Report No. : GEO Report No. 47
Report Title : Stability of Submarine Slopes (1995), 51 p.
Author : N.C. Evans
This report presents a comprehensive review of overseas literature on the stability of submarine slopes and the application of analytical techniques to typical submarine slopes in Hong Kong waters. The report also looks at the sea bed in Hong Kong in a regional context, describing the water circulation patterns and depositional environments in the area, and examining the probable impacts of these reginal factors on submarine slope stability. Two main types of slope have been considered, namely, natural seabed slopes and dredged slopes (cut slopes).
The existing natural seabed topography of Hong Kong may be regarded as generally stable and as being in a state of dynamic equilibrium with the generally mild erosional/depositional environment. Civil engineering works which change the natural topography and/or hydrodynamic regime can be expected to have a greater effect on submarine slope stability than natural events. Extreme natural events may, however, exacerbate any inherent instability caused by engineering works.

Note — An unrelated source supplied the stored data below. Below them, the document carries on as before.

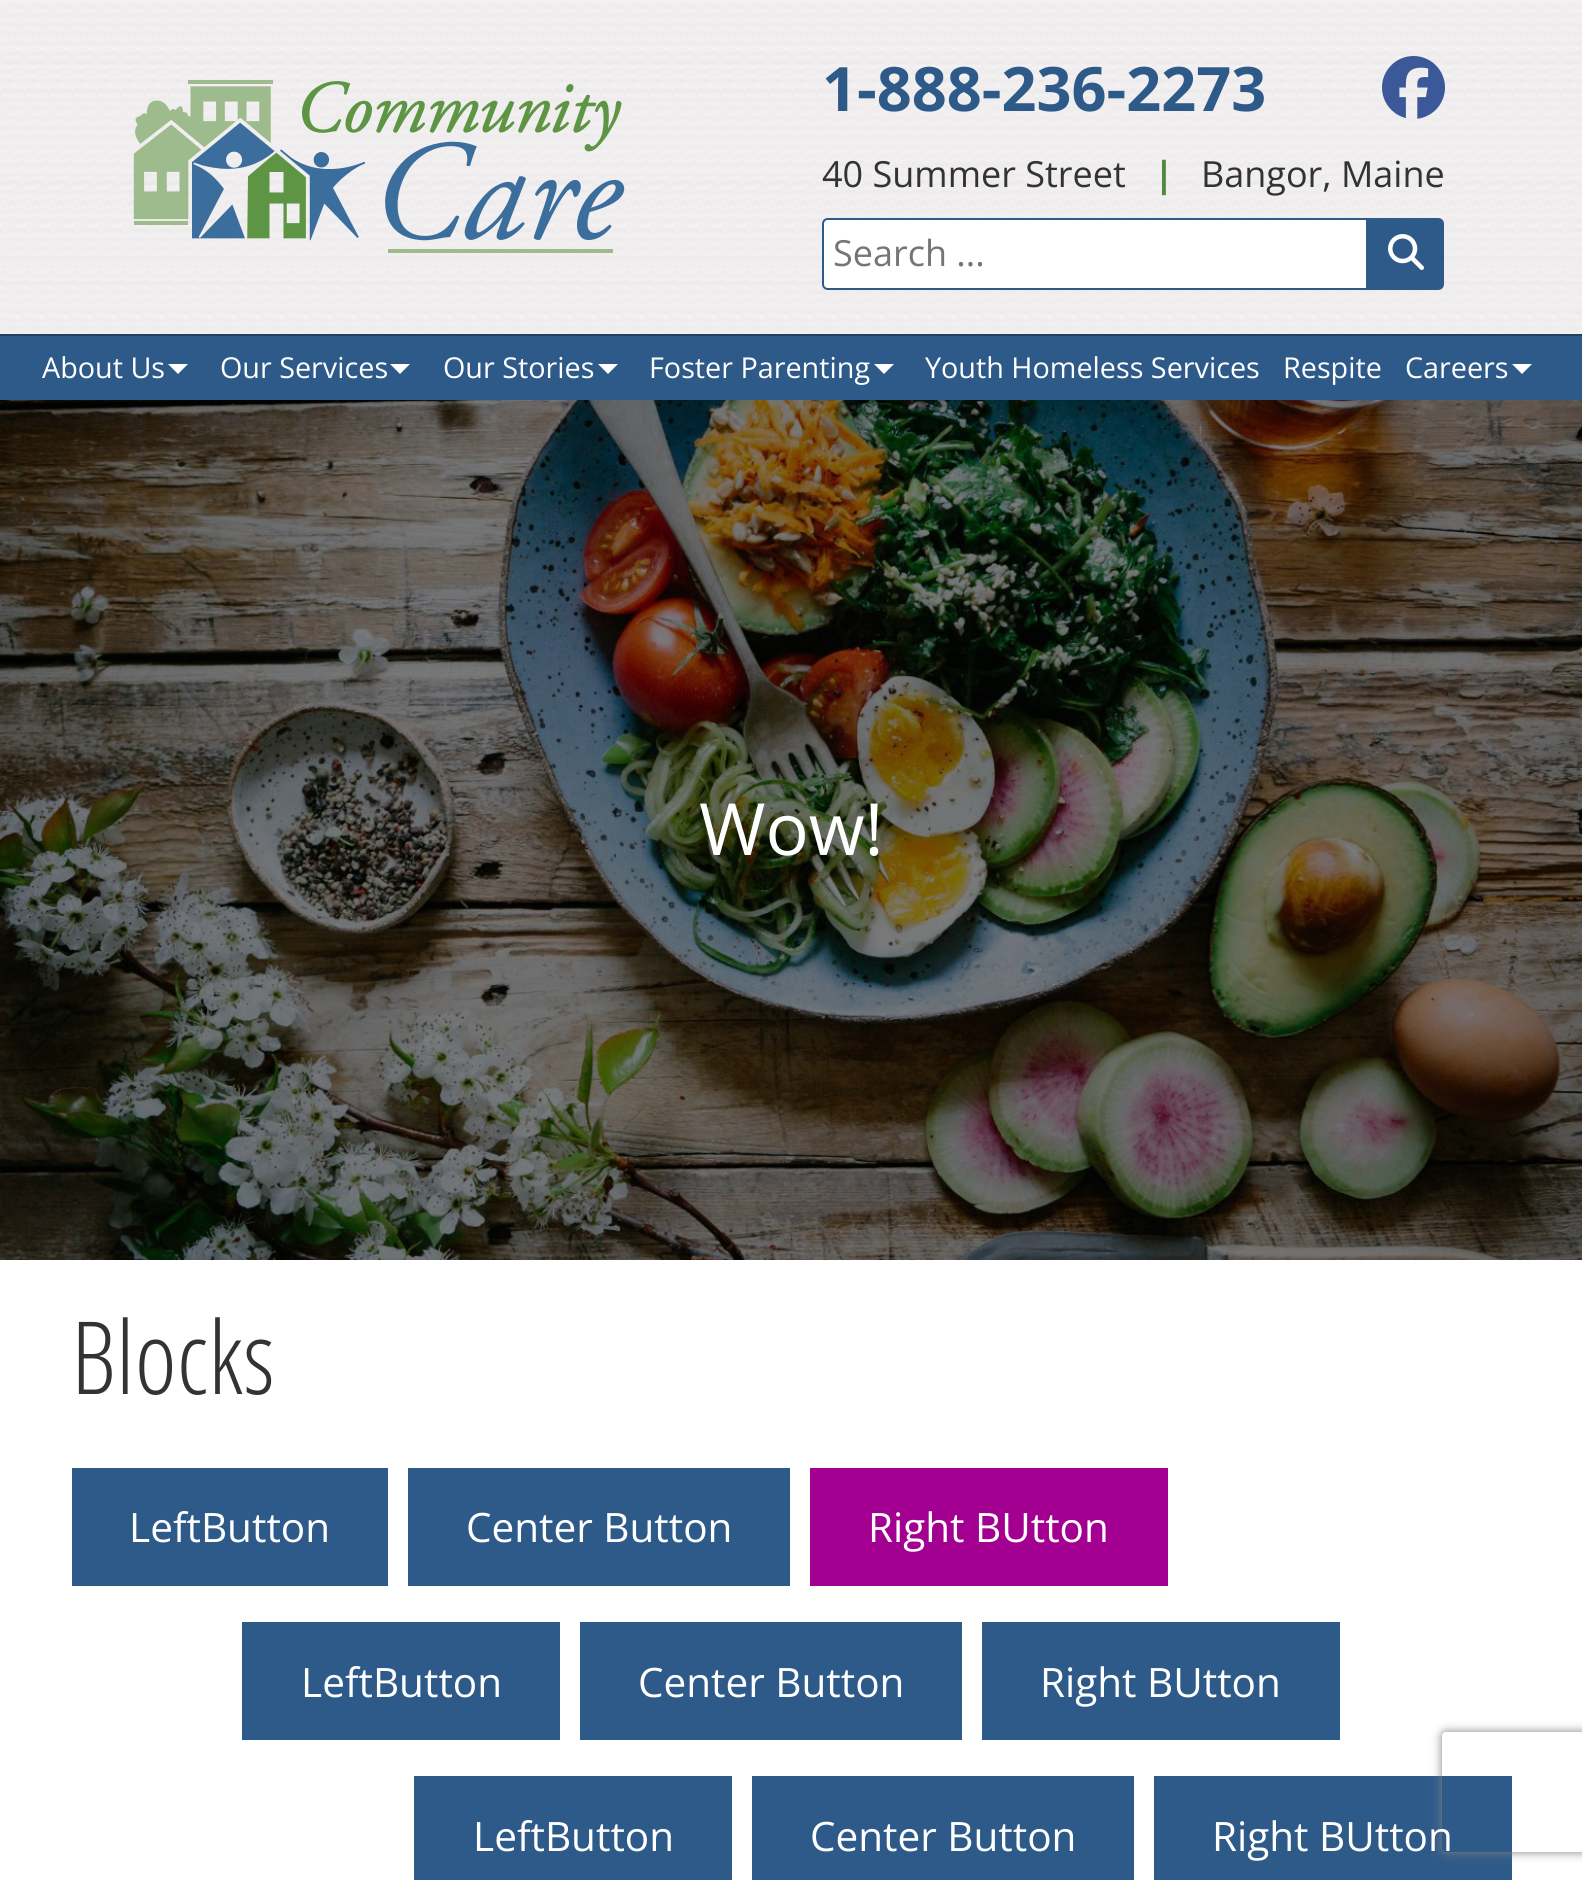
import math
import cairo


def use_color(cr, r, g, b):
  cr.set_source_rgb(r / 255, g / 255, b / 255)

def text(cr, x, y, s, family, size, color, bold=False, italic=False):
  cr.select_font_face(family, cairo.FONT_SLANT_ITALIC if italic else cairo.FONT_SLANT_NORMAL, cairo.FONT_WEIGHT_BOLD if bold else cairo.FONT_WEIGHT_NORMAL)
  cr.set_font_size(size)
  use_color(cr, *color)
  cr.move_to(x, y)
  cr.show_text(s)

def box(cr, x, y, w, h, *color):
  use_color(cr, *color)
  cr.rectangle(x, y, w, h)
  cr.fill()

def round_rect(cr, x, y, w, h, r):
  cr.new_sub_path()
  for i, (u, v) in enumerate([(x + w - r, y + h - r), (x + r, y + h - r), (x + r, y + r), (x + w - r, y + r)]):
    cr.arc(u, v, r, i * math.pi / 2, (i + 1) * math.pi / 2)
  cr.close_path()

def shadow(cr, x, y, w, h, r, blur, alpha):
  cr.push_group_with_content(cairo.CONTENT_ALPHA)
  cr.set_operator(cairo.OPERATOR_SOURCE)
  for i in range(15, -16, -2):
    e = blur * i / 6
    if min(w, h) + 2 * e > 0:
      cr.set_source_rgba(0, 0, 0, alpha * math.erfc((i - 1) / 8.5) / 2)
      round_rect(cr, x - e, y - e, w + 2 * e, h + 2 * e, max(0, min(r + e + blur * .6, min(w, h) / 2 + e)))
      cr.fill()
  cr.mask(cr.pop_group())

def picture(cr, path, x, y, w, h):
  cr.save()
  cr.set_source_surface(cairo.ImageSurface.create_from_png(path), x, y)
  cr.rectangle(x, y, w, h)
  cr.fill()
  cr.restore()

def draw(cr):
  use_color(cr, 255, 255, 255)
  cr.paint()
  picture(cr, "img_01.png", 0, 0, 1582, 334)
  picture(cr, "img_02.png", 133, 80, 492, 173)
  picture(cr, "img_03.png", 1382, 56, 63, 63)
  use_color(cr, 255, 255, 255)
  cr.new_path()
  cr.move_to(828, 219)
  cr.line_to(1367, 219)
  cr.line_to(1367, 289)
  cr.line_to(828, 289)
  cr.curve_to(825, 289, 823, 287, 823, 284)
  cr.line_to(823, 224)
  cr.curve_to(823, 221, 825, 219, 828, 219)
  cr.close_path()
  cr.fill_preserve()
  use_color(cr, 46, 90, 137)
  cr.stroke()
  cr.new_path()
  cr.move_to(1369, 219)
  cr.line_to(1438, 219)
  cr.curve_to(1441, 219, 1443, 221, 1443, 224)
  cr.line_to(1443, 284)
  cr.curve_to(1443, 287, 1441, 289, 1438, 289)
  cr.line_to(1369, 289)
  cr.close_path()
  cr.fill_preserve()
  cr.stroke()
  picture(cr, "img_04.png", 1388, 234, 36, 36)
  box(cr, 0, 336, 1582, 64, 46, 90, 137)
  box(cr, 0, 334, 1582, 2, 33, 65, 99)
  use_color(cr, 255, 255, 255)
  cr.new_path()
  cr.move_to(168, 364)
  cr.line_to(188, 364)
  cr.line_to(178, 374)
  cr.close_path()
  cr.fill()
  cr.new_path()
  cr.move_to(390, 364)
  cr.line_to(410, 364)
  cr.line_to(400, 374)
  cr.close_path()
  cr.fill()
  cr.new_path()
  cr.move_to(598, 364)
  cr.line_to(618, 364)
  cr.line_to(608, 374)
  cr.close_path()
  cr.fill()
  cr.new_path()
  cr.move_to(874, 364)
  cr.line_to(894, 364)
  cr.line_to(884, 374)
  cr.close_path()
  cr.fill()
  cr.new_path()
  cr.move_to(1512, 364)
  cr.line_to(1532, 364)
  cr.line_to(1522, 374)
  cr.close_path()
  cr.fill()
  picture(cr, "img_05.png", 0, 400, 1582, 860)
  box(cr, 72, 1468, 316, 118, 46, 90, 137)
  box(cr, 408, 1468, 382, 118, 46, 90, 137)
  box(cr, 810, 1468, 358, 118, 163, 0, 146)
  box(cr, 242, 1622, 318, 118, 46, 90, 137)
  box(cr, 580, 1622, 382, 118, 46, 90, 137)
  box(cr, 982, 1622, 358, 118, 46, 90, 137)
  box(cr, 414, 1776, 318, 104, 46, 90, 137)
  box(cr, 752, 1776, 382, 104, 46, 90, 137)
  box(cr, 1154, 1776, 358, 104, 46, 90, 137)
  cr.save()
  cr.set_fill_rule(cairo.FILL_RULE_EVEN_ODD)
  cr.new_path()
  cr.move_to(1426, 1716)
  cr.line_to(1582, 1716)
  cr.line_to(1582, 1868)
  cr.line_to(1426, 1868)
  cr.close_path()
  cr.move_to(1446, 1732)
  cr.line_to(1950, 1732)
  cr.curve_to(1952, 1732, 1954, 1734, 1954, 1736)
  cr.line_to(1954, 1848)
  cr.curve_to(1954, 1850, 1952, 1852, 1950, 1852)
  cr.line_to(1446, 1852)
  cr.curve_to(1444, 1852, 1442, 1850, 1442, 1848)
  cr.line_to(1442, 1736)
  cr.curve_to(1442, 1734, 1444, 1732, 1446, 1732)
  cr.close_path()
  cr.clip()
  use_color(cr, 128, 128, 128)
  shadow(cr, 1442, 1732, 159, 120, 4, 5, 1)
  cr.restore()
  text(cr, 822, 111, "1-888-236-2273", "Open Sans", 61.25, (46, 90, 137), bold=True)
  text(cr, 822, 187, "40 Summer Street", "Open Sans", 36, (51, 51, 51))
  text(cr, 1154, 187, "|", "Open Sans", 36, (80, 136, 61), bold=True)
  text(cr, 1201, 187, "Bangor, Maine", "Open Sans", 36, (51, 51, 51))
  text(cr, 833, 266, "Search ...", "Open Sans", 36, (117, 117, 117))
  text(cr, 42, 378, "About Us", "Open Sans", 28.75, (255, 255, 255))
  text(cr, 220, 378, "Our Services", "Open Sans", 28.75, (255, 255, 255))
  text(cr, 443, 378, "Our Stories", "Open Sans", 28.75, (255, 255, 255))
  text(cr, 649, 378, "Foster Parenting", "Open Sans", 28.75, (255, 255, 255))
  text(cr, 925, 378, "Youth Homeless Services", "Open Sans", 28.75, (255, 255, 255))
  text(cr, 1283, 378, "Respite", "Open Sans", 28.75, (255, 255, 255))
  text(cr, 1405, 378, "Careers", "Open Sans", 28.75, (255, 255, 255))
  text(cr, 699, 855, "Wow!", "Open Sans", 72, (255, 255, 255))
  text(cr, 71, 1394, "Blocks", "Open Sans Condensed Light", 101, (51, 51, 51))
  text(cr, 129, 1542, "LeftButton", "Open Sans", 40.5, (255, 255, 255))
  text(cr, 466, 1542, "Center Button", "Open Sans", 40.5, (255, 255, 255))
  text(cr, 868, 1542, "Right BUtton", "Open Sans", 40.5, (255, 255, 255))
  text(cr, 301, 1697, "LeftButton", "Open Sans", 40.5, (255, 255, 255))
  text(cr, 638, 1697, "Center Button", "Open Sans", 40.5, (255, 255, 255))
  text(cr, 1040, 1697, "Right BUtton", "Open Sans", 40.5, (255, 255, 255))
  text(cr, 473, 1851, "LeftButton", "Open Sans", 40.5, (255, 255, 255))
  text(cr, 810, 1851, "Center Button", "Open Sans", 40.5, (255, 255, 255))
  text(cr, 1212, 1851, "Right BUtton", "Open Sans", 40.5, (255, 255, 255))


surface = cairo.ImageSurface(cairo.FORMAT_RGB24, 1582, 1880)
cr = cairo.Context(surface)
options = cairo.FontOptions()
options.set_hint_metrics(cairo.HINT_METRICS_OFF)
options.set_hint_style(cairo.HINT_STYLE_NONE)
cr.set_font_options(options)
cr.set_miter_limit(4)
draw(cr)
surface.write_to_png("out.png")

Study of natural slopes off North Lantau confirms tha the existing seabed is in equilibrium. Seabed topography in shallow water in this area has been shown to be related to long term (1,000 year) wave height and water level conditions.
Comparison of observed and predicted maximum gradients in dredged borrow pits in Urmston Road, and in test cuts at Plover Cove, suggests that theoretical methods can be used to give reasonable predictions of short to medium term stable dredged slope angles. These angles will vary with soil properties and site characteristics, i.e. water depth and wave regime.